Ele tem ciúmes de mim?

Recentemente fui à Igreja Batista da minha cidade e ouvi o grupo de louvor trocar a expressão "ciúmes" por "cuidado", na música Me ama, do Diante do Trono. Por mais que essa tenha sido uma atitude nobre de zelo pela coerência bíblica nos cânticos, dei-me a liberdade de discordar dessa troca.

É bíblico?

O ciúme de Deus é bíblico? Sim. Vemos essa expressão (no hebraico qin`ah [1] ) no livro de Ezequiel (8.3; 16.38,42). A tradução NVI ainda traduz esse termo hebraico como ciúmes em algumas passagens que a tradução ARA e a ARC põem como "zelo" (Sl 78.58; Ez 23.25; Zc 8.2). E em diversas outras passagens, ambas as traduções usam qin`ah como zelo (Dt 29.20; Sl 79.5; Is 9.7, 37.32; Ez 36.5, 38.19; Sf 1.18). Isso sem falar nas variantes do termo (zeloso ou ciumento, enciumado). Além disso, essa mesma palavra hebraica é usada para se referir ao ciúme dos irmãos de José (Gn 37.11) e até mesmo ao ciúme entre cônjuges (Nm 5.11-31).

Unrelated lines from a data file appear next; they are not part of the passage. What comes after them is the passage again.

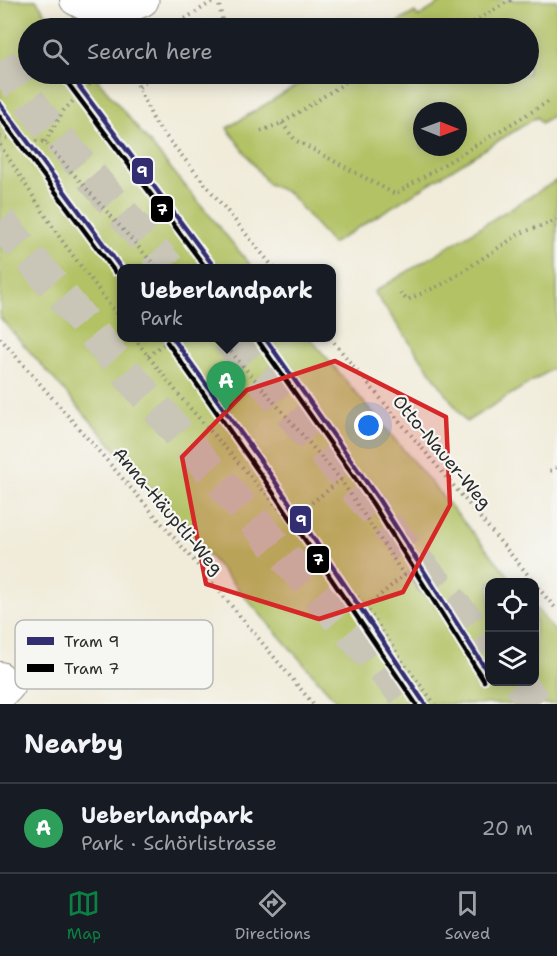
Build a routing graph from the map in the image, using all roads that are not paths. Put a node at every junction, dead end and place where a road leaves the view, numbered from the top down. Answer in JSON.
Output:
{"nodes":[{"id":1,"x":75,"y":0,"type":"edge"},
{"id":2,"x":142,"y":0,"type":"edge"},
{"id":3,"x":106,"y":16,"type":"joint"},
{"id":4,"x":0,"y":676,"type":"edge"},
{"id":5,"x":0,"y":696,"type":"edge"}],
"edges":[{"from":1,"to":3,"type":"lane"},
{"from":2,"to":3,"type":"street"},
{"from":4,"to":5,"type":"lane"}]}
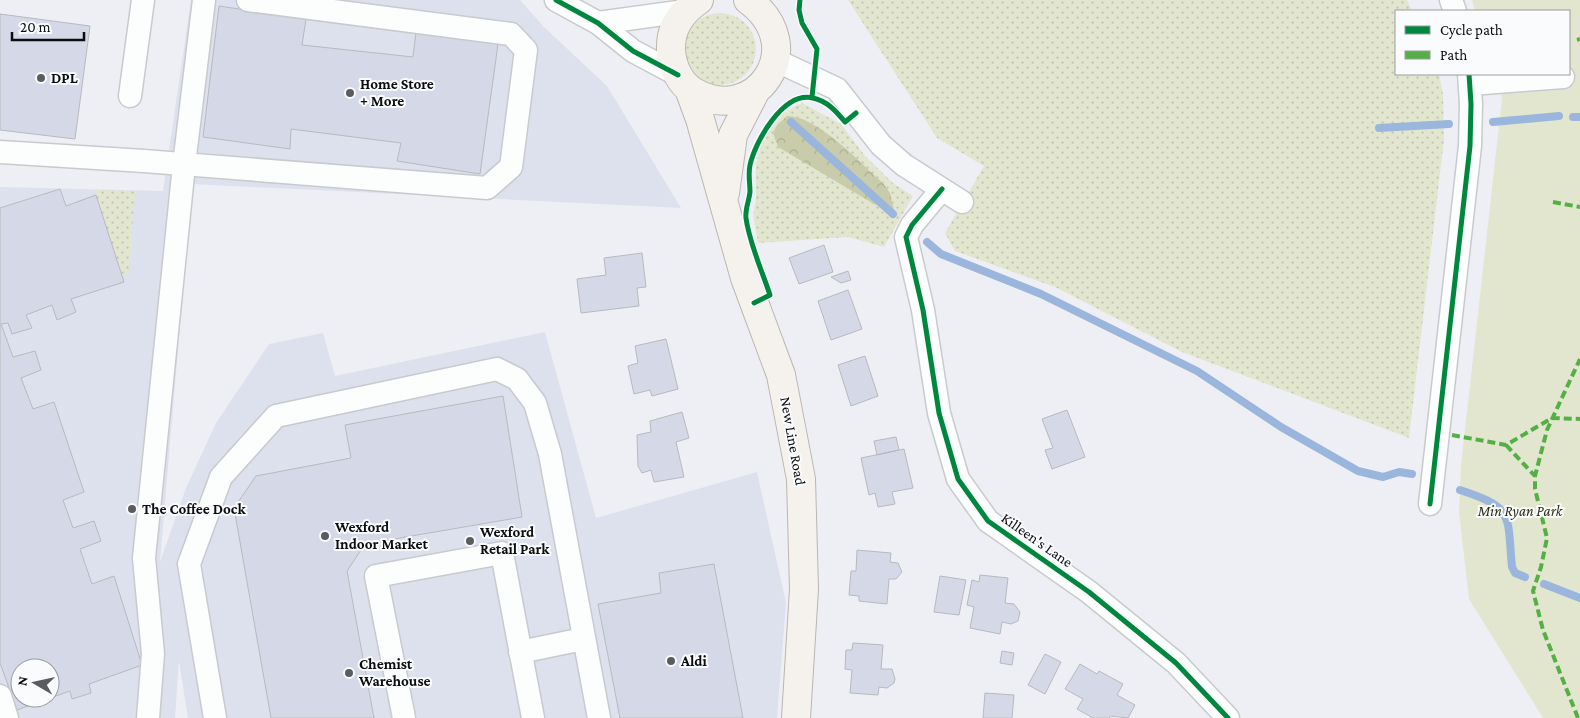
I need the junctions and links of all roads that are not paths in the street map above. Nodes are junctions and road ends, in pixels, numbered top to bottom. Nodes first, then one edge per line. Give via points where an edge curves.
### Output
1 (143, 0) edge
2 (204, 0) edge
3 (248, 0) edge
4 (556, 0) edge
5 (748, 0) edge
6 (782, 0) edge
7 (692, 5) edge
8 (598, 24) junction
9 (776, 51) junction
10 (1563, 77) dead end
11 (1470, 79) edge
12 (683, 82) junction
13 (756, 90) junction
14 (130, 96) dead end
15 (0, 152) edge
16 (184, 165) junction
17 (942, 189) junction
18 (962, 202) dead end
19 (723, 204) junction
20 (1430, 504) dead end
21 (583, 639) junction
22 (520, 652) junction
23 (0, 696) edge
24 (7, 718) edge
25 (148, 718) edge
26 (215, 718) edge
27 (404, 718) edge
28 (533, 718) edge
29 (599, 718) edge
30 (796, 718) edge
31 (1228, 718) edge

1 - 14 street
2 - 16 street
3 - 16 street via 511,34 526,50 511,167 487,188
4 - 8 street
5 - 9 main road via 772,24
6 - 9 main road
7 - 8 street
7 - 12 main road, New Line Road via 675,25 670,41 671,59
8 - 12 street via 633,51
9 - 13 main road, New Line Road via 768,76
9 - 17 street via 837,89 881,145 904,165
10 - 11 street
11 - 20 street via 1470,146
12 - 13 main road via 704,98 722,101 740,98
12 - 19 main road, New Line Road via 700,119
13 - 19 main road, New Line Road via 733,135
15 - 16 street
16 - 25 street via 144,558 153,654
17 - 18 street
17 - 31 street, Killeen's Lane via 912,225 906,238 923,310 939,412 958,479 988,521 1089,592 1169,657
19 - 30 main road, New Line Road via 745,278 781,374 801,479 804,589
21 - 22 street
21 - 26 street via 550,454 536,403 517,379 497,369 276,416 221,477 189,564
21 - 29 street
22 - 27 street via 502,552 376,576
22 - 28 street
23 - 24 street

Trocando em miúdos, a Bíblia mostra que Deus tem ciúmes, sim, mesmo que a nossa tradução tenha por vezes preferido outro termo. Além disso, não há distinção entre o ciúmes de Deus e o humano no Antigo Testamento.

Ofensivo?

Soa sacrilégio, não é? É, eu sei que pode soar. Em outras ocasiões, não só aqui, a Bíblia parece usar termos fortes. Entretanto, o cristão não pode se basear na estética de um termo para julgar o caráter de Deus. J. I. Packer diz "não estamos criando uma ideia de Deus a partir de nossa imaginação, estamos, ao contrário, procurando ouvir as palavras das Sagradas Escrituras, em que Deus fala a verdade a respeito de si mesmo" [2]. Não se trata de escolher o politicamente correto, e sim o biblicamente correto.

Intraduzível

A teologia traz o conceito de antropomorfismo [3] para esclarecer que Deus se apresenta para nós com traços e sentimentos humanos (braços, mãos, dor, arrependimento). Parece que o sentimento de ciúmes se enquadra nesse conceito. Ou seja, a ideia de ciúmes é a mais próxima que temos para entender como Deus reage em certas situações. Não se trata de um ciúme baseado em orgulho ou fraqueza, ou talvez um ciúme pecaminoso que é citado em Gálatas 5.20. É um ciúme santo, mais elevado e nobre que o nosso.

Fogo consumidor

Se você leu as referências citadas acima, percebeu que em todas, a ideia de ciúme está ligada ao "flerte" do povo de Deus com falsos deuses. O termo "ira" é presente em muitas dessas passagens, e em algumas delas a analogia com fogo aparece. O que todos esses versículos evidenciam é que o ciúmes de Deus é resultado da nossa idolatria. Nosso Deus não é apático. Não é Deus alheio a nós, distante. Ele não tolera a traição. Por isso, ao apresentar os dez mandamentos, há a advertência "sou Deus zeloso" (Ex 20.5).

O seu ciúme é fruto de Seu amor para conosco e de Sua santidade que não admite a transgressão. E devemos dar glórias a Ele por isso em vez de tentarmos diminuir ou relativizar essa noção. É por isso que Paulo vem dizer em 1 Coríntios 10.22: "Porventura provocaremos o ciúme do Senhor? Somos mais fortes do que ele?" Vamos mesmo achar que podemos adulterar com outros deuses e passar impunes das mãos do Senhor?

Toda vez que cometemos o pecado da idolatria, estamos nos prostituindo. Manchamos o leito da santa e pura aliança que nosso Noivo fez conosco. Não sejamos adúlteros e infiéis. Oremos para que o ciúme do Senhor nos persevere em fidelidade e santidade. Em castidade de coração.

Notas

[1] Dicionário bíblico <https://dosenhor.com/?strong=h7068>
[2] PACKER J. I. O conhecimento de Deus. Editora Cultura Cristã, 1973.